Book Review for Bulletin of the London Mathematical Society

Roy Dyckhoff

University of St Andrews

Practical Foundations of Mathematics, Paul Taylor, Cambridge Studies in Advanced Mathematics 59, CUP 1999, ISBN 0-521-63107-6, hardback, pp xi + 572.

This is a fascinating and rewarding book, an ``account of the foundations of mathematics (algebra) and theoretical computer science, from a modern constructive viewpoint''. It is intended for ``students and teachers of computing, mathematics and philosophy''.

Mathematicians are now rarely interested in the foundations of their subject, either because (they think) the foundations impinge little on their own specialisms, or because they appear too restrictive, or (even worse) because their justification seems to be philosophical rather than mathematical.

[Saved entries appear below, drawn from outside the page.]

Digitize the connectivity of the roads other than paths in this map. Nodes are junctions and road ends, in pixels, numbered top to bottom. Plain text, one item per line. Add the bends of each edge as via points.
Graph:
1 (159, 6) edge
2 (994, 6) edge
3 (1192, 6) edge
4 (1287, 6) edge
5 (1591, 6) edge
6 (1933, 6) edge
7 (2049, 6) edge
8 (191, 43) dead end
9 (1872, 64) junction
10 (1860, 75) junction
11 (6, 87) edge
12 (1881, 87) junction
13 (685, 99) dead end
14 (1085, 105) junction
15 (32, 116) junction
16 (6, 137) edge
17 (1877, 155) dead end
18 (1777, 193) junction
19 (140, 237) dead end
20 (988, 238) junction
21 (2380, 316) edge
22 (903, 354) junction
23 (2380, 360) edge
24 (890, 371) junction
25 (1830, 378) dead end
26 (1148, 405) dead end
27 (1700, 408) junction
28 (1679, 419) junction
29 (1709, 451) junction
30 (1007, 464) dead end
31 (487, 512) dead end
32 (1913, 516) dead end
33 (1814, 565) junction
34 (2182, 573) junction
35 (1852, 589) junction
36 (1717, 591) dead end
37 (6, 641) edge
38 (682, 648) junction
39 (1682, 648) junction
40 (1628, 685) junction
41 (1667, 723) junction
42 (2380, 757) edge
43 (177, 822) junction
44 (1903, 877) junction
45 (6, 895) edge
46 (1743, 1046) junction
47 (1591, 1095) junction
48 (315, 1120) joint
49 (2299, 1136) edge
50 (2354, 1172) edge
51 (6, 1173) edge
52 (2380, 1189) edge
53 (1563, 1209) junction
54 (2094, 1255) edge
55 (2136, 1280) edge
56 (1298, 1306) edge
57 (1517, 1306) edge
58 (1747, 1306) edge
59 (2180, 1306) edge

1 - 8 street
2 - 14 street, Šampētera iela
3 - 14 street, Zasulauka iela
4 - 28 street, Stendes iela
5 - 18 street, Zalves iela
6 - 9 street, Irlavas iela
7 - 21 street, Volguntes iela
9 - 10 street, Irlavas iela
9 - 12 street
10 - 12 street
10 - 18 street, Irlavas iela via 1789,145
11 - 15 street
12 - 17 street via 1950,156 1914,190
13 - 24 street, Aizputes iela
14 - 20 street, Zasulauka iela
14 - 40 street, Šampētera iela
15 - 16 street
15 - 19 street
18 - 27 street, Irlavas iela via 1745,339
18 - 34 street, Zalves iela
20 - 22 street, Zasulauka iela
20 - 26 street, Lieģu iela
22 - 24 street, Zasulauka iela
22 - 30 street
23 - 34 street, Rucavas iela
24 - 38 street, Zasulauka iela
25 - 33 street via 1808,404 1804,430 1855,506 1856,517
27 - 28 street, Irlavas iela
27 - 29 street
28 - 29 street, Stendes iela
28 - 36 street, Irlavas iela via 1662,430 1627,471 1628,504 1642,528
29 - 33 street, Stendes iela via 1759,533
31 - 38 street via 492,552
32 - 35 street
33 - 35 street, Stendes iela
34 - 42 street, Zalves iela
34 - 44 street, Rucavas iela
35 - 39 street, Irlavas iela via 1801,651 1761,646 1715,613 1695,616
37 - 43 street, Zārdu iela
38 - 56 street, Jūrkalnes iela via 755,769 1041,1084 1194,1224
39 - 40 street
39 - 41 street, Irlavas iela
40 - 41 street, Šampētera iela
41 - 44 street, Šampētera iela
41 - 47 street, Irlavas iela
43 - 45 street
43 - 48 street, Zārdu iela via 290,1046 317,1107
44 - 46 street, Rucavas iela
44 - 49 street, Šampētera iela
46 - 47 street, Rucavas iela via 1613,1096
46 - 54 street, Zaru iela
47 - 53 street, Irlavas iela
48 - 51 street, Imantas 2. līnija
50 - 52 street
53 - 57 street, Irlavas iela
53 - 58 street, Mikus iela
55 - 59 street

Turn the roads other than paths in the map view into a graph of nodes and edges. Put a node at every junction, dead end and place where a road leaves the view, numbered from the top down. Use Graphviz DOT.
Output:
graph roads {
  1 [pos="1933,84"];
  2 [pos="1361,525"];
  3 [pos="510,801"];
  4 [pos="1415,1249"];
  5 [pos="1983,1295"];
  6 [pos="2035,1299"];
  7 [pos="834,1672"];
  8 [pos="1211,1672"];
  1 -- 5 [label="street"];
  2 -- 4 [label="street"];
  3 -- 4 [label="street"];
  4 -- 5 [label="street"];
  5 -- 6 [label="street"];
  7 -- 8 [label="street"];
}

For many, Zermelo-Fraenkel set theory (including a choice axiom, usually in the form of Zorn's lemma) seems to be adequate, with occasional appeals to a set/class distinction, the continuum hypothesis or large cardinal axioms if apparently required. The underlying logic should of course be classical, following Hilbert and his enthusiasm for Cantor's paradise rather than Brouwer and his allegedly obscurantist views. In particular, it has been argued by some and felt by many that constructive mathematics is too limitative: that the results are too weak and some of the proofs are too difficult.

Several events led to the need for an alternative point of view. The shift began with the 1967 work of Bishop on constructive mathematics (especially on real analysis, later extended [2] in collaboration with Bridges), continued with the work of Grothendieck, Lawvere et al on topos theory [5], followed by the work [6] of Martin-Löf on predicative constructive type theory (both for its own sake, as a firm foundation for mathematics, and for its role in software development) and the work of logicians and computer scientists, such as Abramsky, Aczel, Hyland, Jung, Pitts, Plotkin and Scott, on the semantics [7] of programming languages, in particular the theory of domains and the theory of non-well-founded sets [1]. One key idea here is that what mathematicians have traditionally done, and one thing that computer scientists need to do, is to construct algorithms as solutions to problems. So, what then is the right foundation for this constructional activity? Constable [4], for example, points out that, for formalisation of automata theory, including decidability results, one requires a formal theory that includes primitive notions of computability, in order to avoid presupposing the very subject being introduced.

Taylor's answer, like Constable's, is a version of intuitionistic type theory, based on constructive logic, i.e. the standard intuitionistic restriction of classical logic by non-assertion of the law of excluded middle. Bishop and Bridges showed that in such a framework one can develop a lot of useful analysis, including for example an adequate theory of integration, constructive analogues to fixed point theorems and a theory of Hilbert spaces. Note in particular the 1997 work (see [3]) of Richman and Bridges giving a constructive proof of Gleason's Theorem on measures on the closed subspaces of a Hilbert space. (It had been argued by some philosophers that this theorem was constructively invalid and that this was fatal for the constructivist programme: but the constructively invalid result was in fact just a classical reformulation of the theorem.)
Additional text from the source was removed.